Seine Seele reichte unendlich weit. Zu ihrer Tiefe stieg er erst jetzt.

Его душа простиралась бесконечно далеко. К её глубинам он спустился лишь теперь.

К её глубинам он спустился лишь теперь?

Нет. Тот, кто хоть раз прочитал «Часослов» глубже, чем простое восхищение искусным словом, кто отдёрнул эти сверкающие завесы, – за которыми Рильке скрывался из страха перед сиянием Святая Святых, но при этом был укрыт в том великолепии, как когда-то в утробе матери, от напряжений конечного света человеческого мира, – тому также открылись глубины его души как чудо, которое можно было предчувствовать на многих этапах его жизни, но не предполагать в таком необъятном размахе.

В противном случае, пришлось бы любой мистицизм, как только он творчески выходит за пределы смысла всех изведанных нами глубин и может быть постигнут лишь непреодолимым чувством того, кто так же одержим, сослать в темное царство сновидческого оцепенения. Вся та неясность, которая возникает в творениях души, способной на такую глубину погружения, есть не что иное, как неясность относительно нас самих. Поскольку мы своим затуманенным повседневностью разумом не можем взять себя в руки так же легко, как предмет обихода, безмолвный, одинаково гладкий и осязаемый со всех сторон, – должен ли и тот, кто взирает на нас с вершин как чужестранник, наполовину скрытый облаками высот, из-за слепоты наших чувств умалиться до нелепой случайности в нашем пространстве? Вы содрогаетесь перед последними безднами Гёте в той части «Фауста», где «Прекрасное Безрассудное» [«Schöne Unvernünftige»] есть нечто большее, чем туманный образ отрешённой от мира души. И в своём малодушии вам так и хочется отступить перед глухим раскатом первобытного страха, от которого вздрагивает поэт Райнер Мария Рильке, когда видит Бога в дыму над крышами или в виде нежного птичьего следа на снегу:

Du bist die sich verwandelnde Gestalt,

die immer einsam aus dem Schicksal ragt,

die unbejubelt bleibt und unbeklagt

und unbeschrieben wie ein wilder Wald.

<…>

…Ich aber bin der Trank, <…>

bin Dein Gewand und Dein Gewebe,

mit mir verlierst Du Deinen Sinn.

Ты – вечно изменяющийся лик,

что одиноко восстаёт из рока,

И не восславлен Ты никем, и не оплакан,

и не рассказан, словно дикий лес.[11]

<…>

…Я же – напиток Твой хмельной, <…>

Покров Твой, естество Твоё,

со мной лишаешься рассудка.[12]

Здесь бездонные души мастеров Таулера, Сузо, Экхарта и Якоба Бёме, благочестивая простота Фомы Кемпийского, восторженность перед Девой Марией Ангелуса Силезиуса и детская вера моравских братьев слились в единую, ищущую Бога форму выражения. С ее помощью раскрывает себя человек ХХ века, когда, спасаясь от людей – с их войнами и машинами, с их деньгами и грохочущими пустотой воплями, – он возносит свой надломленный голос к Бесконечному. Здесь единственно уместный способ выражения – самоотверженность! Здесь высшая заповедь непогрешимости гласит: «Веруй»!

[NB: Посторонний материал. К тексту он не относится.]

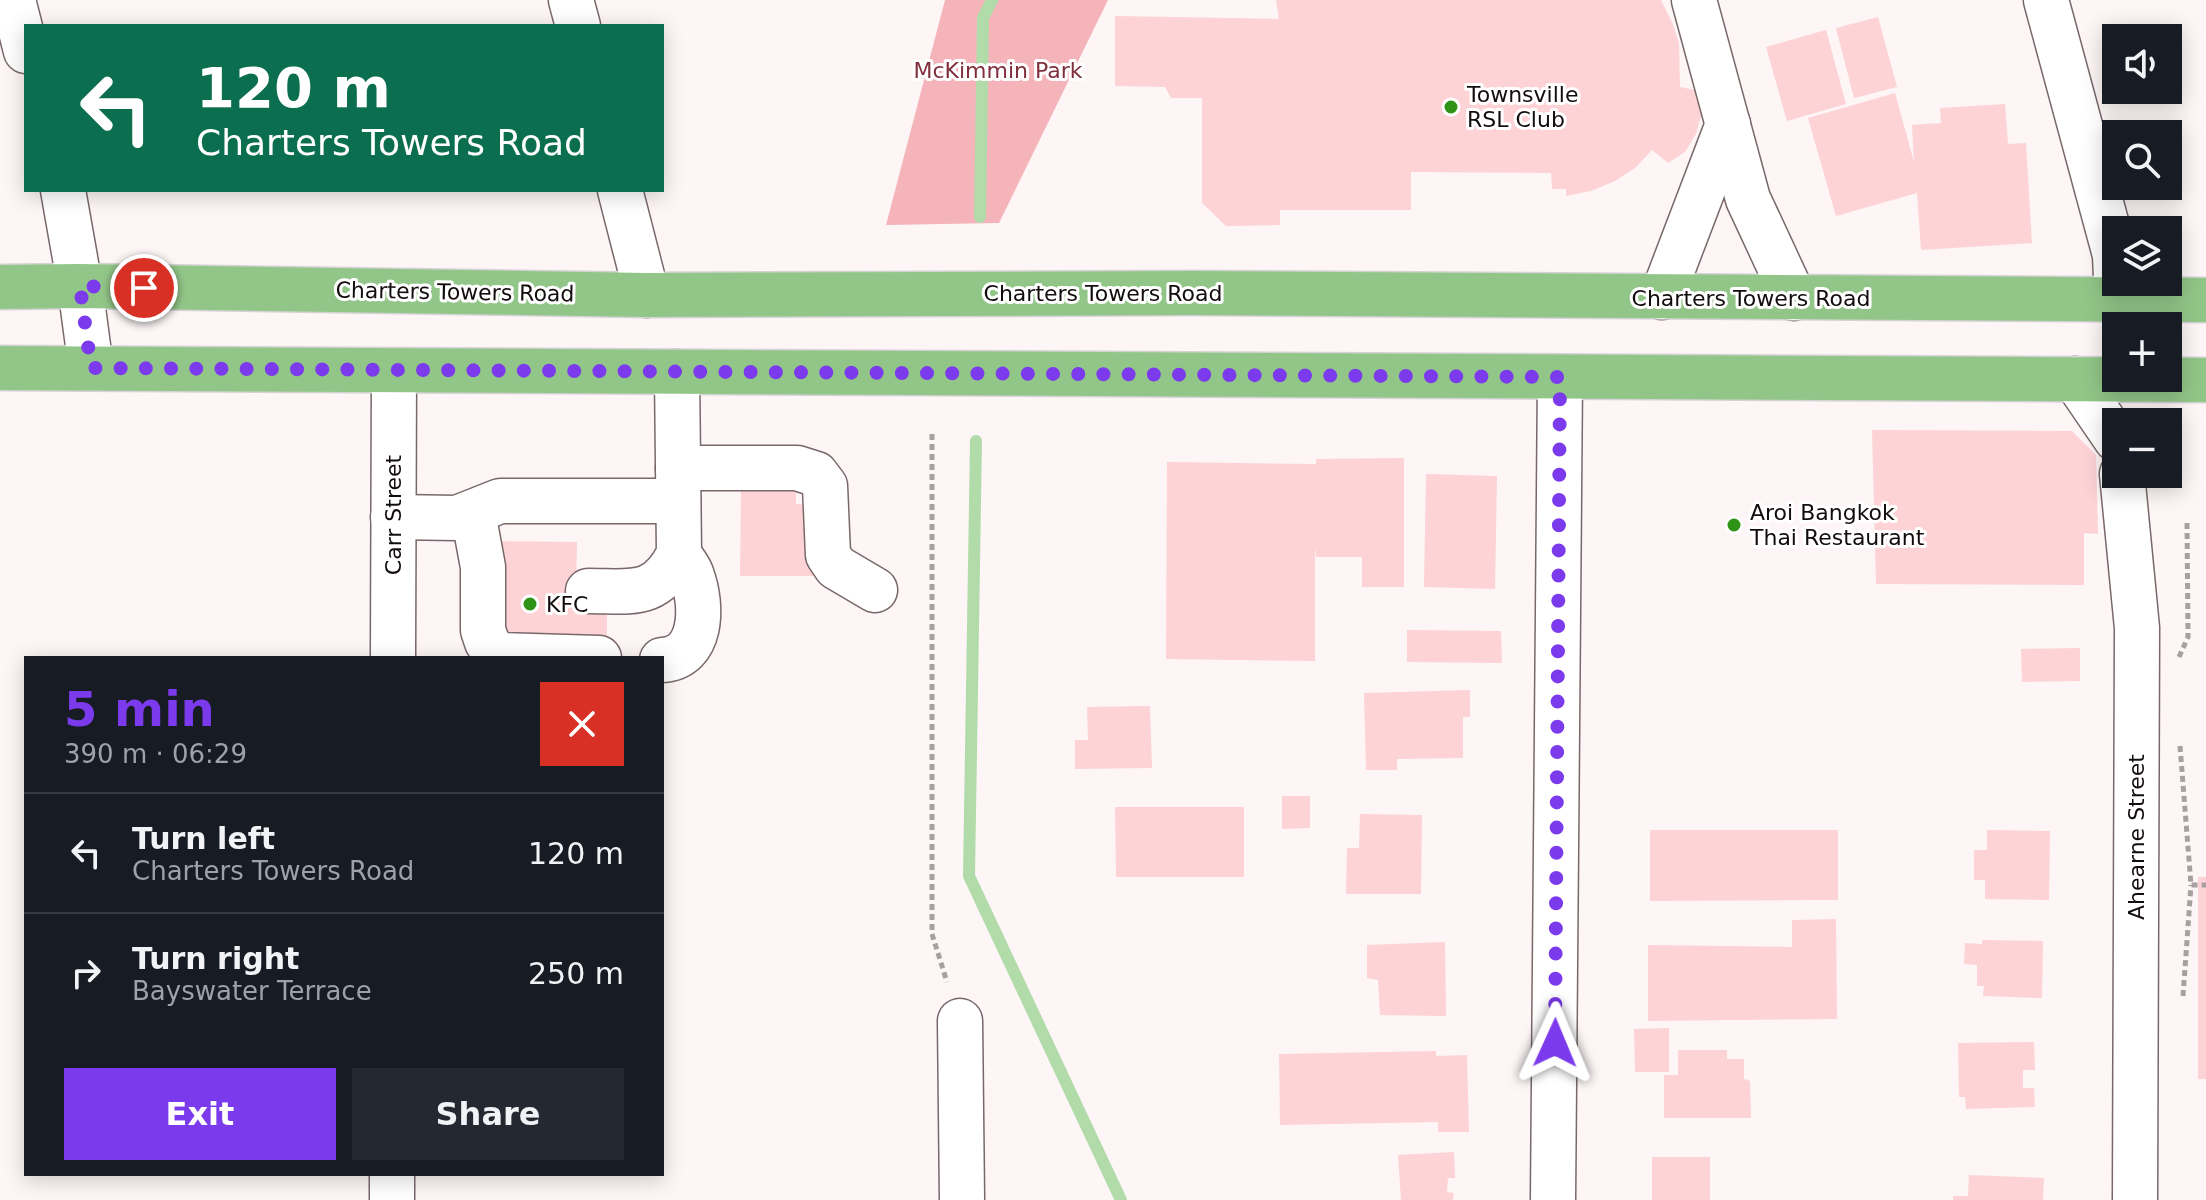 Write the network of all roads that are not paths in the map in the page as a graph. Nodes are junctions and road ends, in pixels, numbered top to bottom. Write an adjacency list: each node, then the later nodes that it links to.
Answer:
1 (13, 0): 6 (street)
2 (571, 0): 5 (street)
3 (1694, 0): 7 (street)
4 (2046, 0): 16 (street)
5 (577, 24)
6 (24, 43)
7 (1728, 124): 13 (street); 14 (street)
8 (63, 192): 10 (street)
9 (621, 192): 12 (street)
10 (80, 286): 11 (main road, Charters Towers Road); 12 (main road, Charters Towers Road); 18 (street)
11 (0, 287)
12 (647, 295): 13 (main road, Charters Towers Road)
13 (1662, 297): 14 (main road, Charters Towers Road)
14 (1794, 298): 16 (main road, Charters Towers Road)
15 (2206, 300): 16 (main road, Charters Towers Road)
16 (2117, 301)
17 (0, 368): 18 (main road)
18 (91, 368): 19 (main road)
19 (394, 371): 20 (main road); 28 (street, Carr Street)
20 (677, 372): 21 (main road); 25 (street)
21 (1560, 377): 22 (main road); 39 (street)
22 (2075, 379): 23 (main road); 24 (street)
23 (2206, 380)
24 (2102, 419)
25 (678, 485): 27 (street); 29 (street); 30 (street)
26 (2123, 488): 40 (street, Ahearne Street)
27 (473, 513): 28 (street); 33 (street)
28 (393, 517): 32 (street, Carr Street)
29 (679, 554): 31 (street); 34 (street)
30 (875, 590)
31 (588, 591)
32 (393, 656)
33 (534, 656)
34 (664, 660)
35 (960, 1021): 38 (street)
36 (392, 1176): 37 (street)
37 (392, 1200)
38 (962, 1200)
39 (1553, 1200)
40 (2135, 1200) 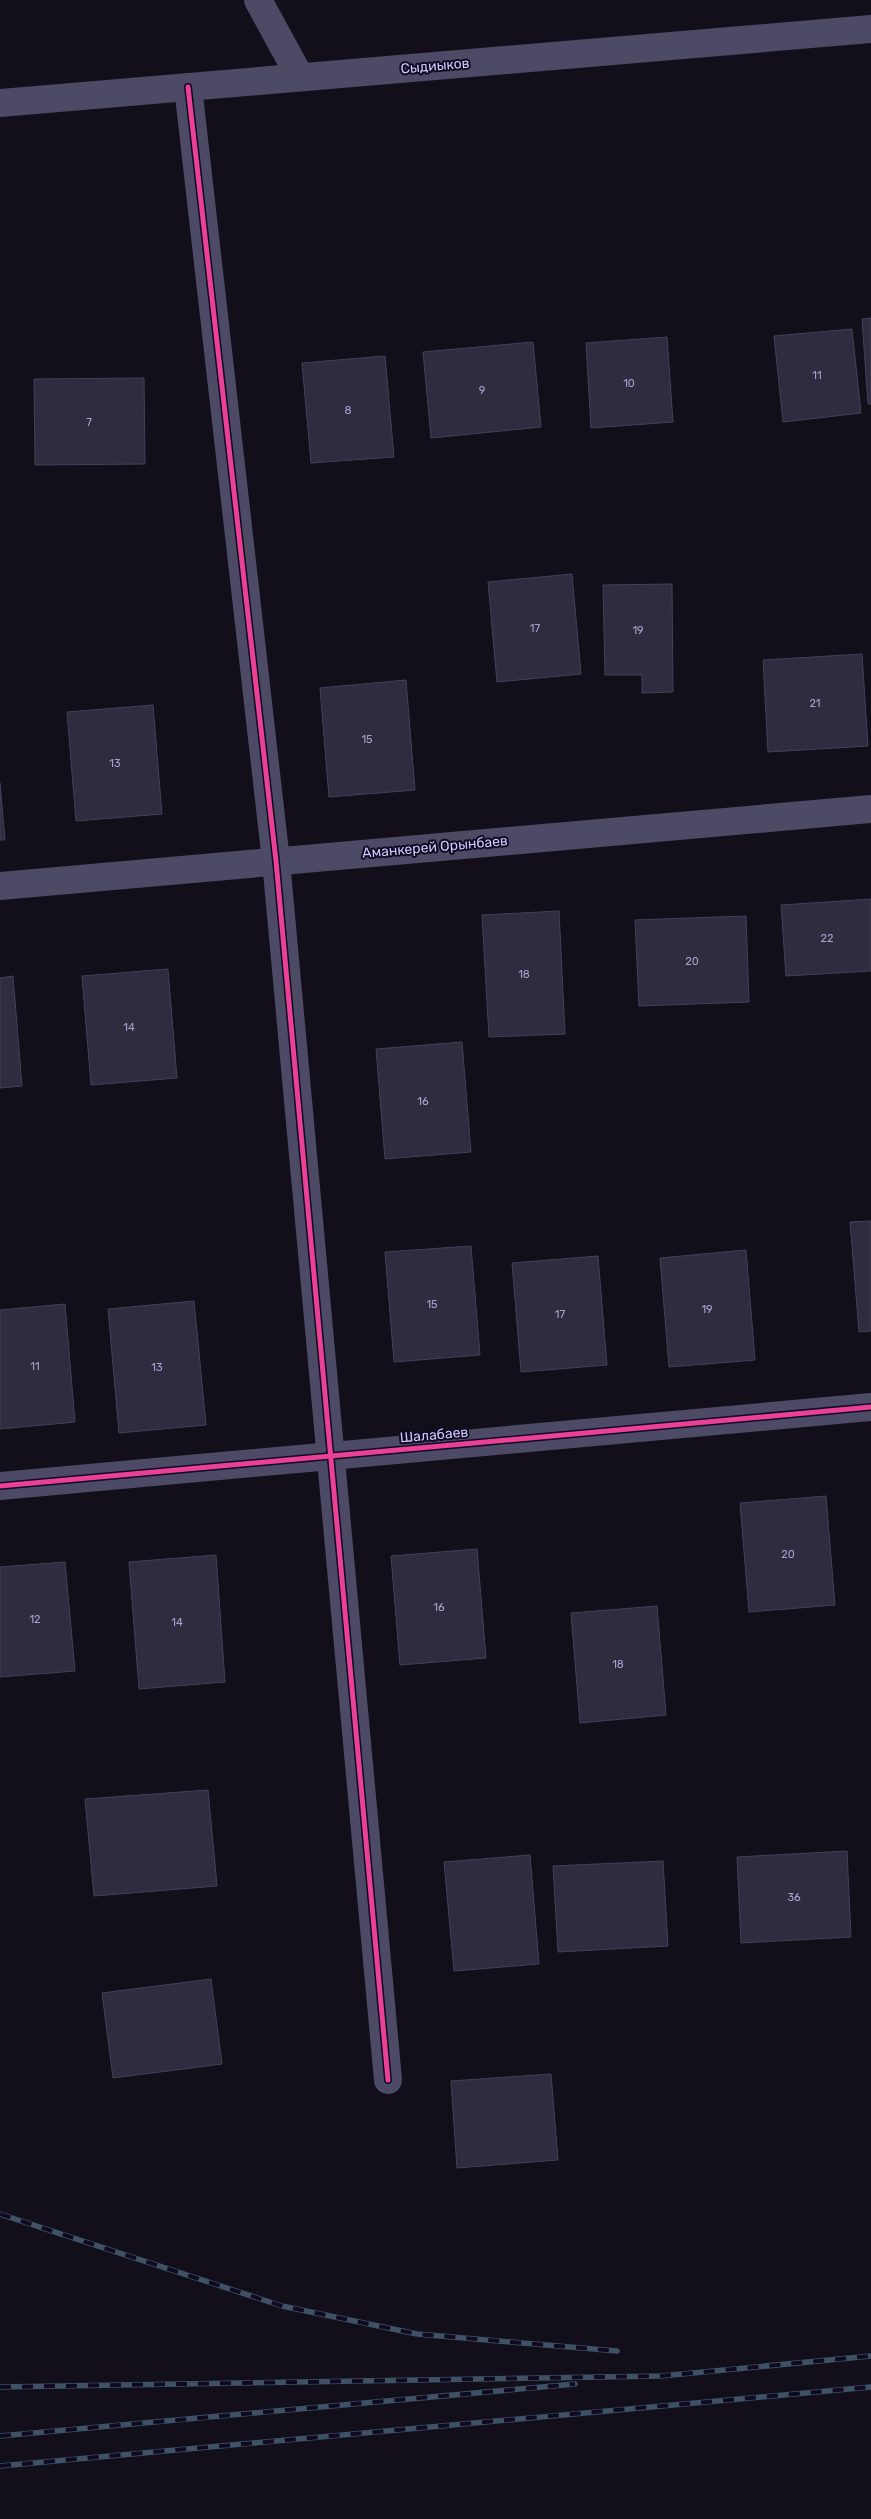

Тому, кто по-настоящему искренний, по-детски наивный и при этом далеко не сентиментальный человек, кто с последним вздохом своей ясновидящей души покорил себя, – ему вы хотите подражать? Вы намерены постичь природу вещей в самой её сути, со всех сторон, подобно тому, как вы постигаете машину, которой подчинили себя, чтобы стать чем-то большим, чем дерево, зверь или шёпот ветра в лесу? Не станете ли вы роптать на то, что под водами темнеют еще более глубокие воды, а над горами возвышаются еще более высокие горы?

Портрет Рильке (1905), Анна Шевитц (1876 – 1932)

Даже если бы Рильке оставил в наших руках лишь этот единственный обрывок стихотворения из «Часослова» Вечности и больше ничего, тихо ускользнув из нашего поля зрения, – и тогда глубина его души была бы уже очевидна: как необычайная пронизанность смыслом и сущностью Бога.

Alle, welche dich suchen, versuchen dich.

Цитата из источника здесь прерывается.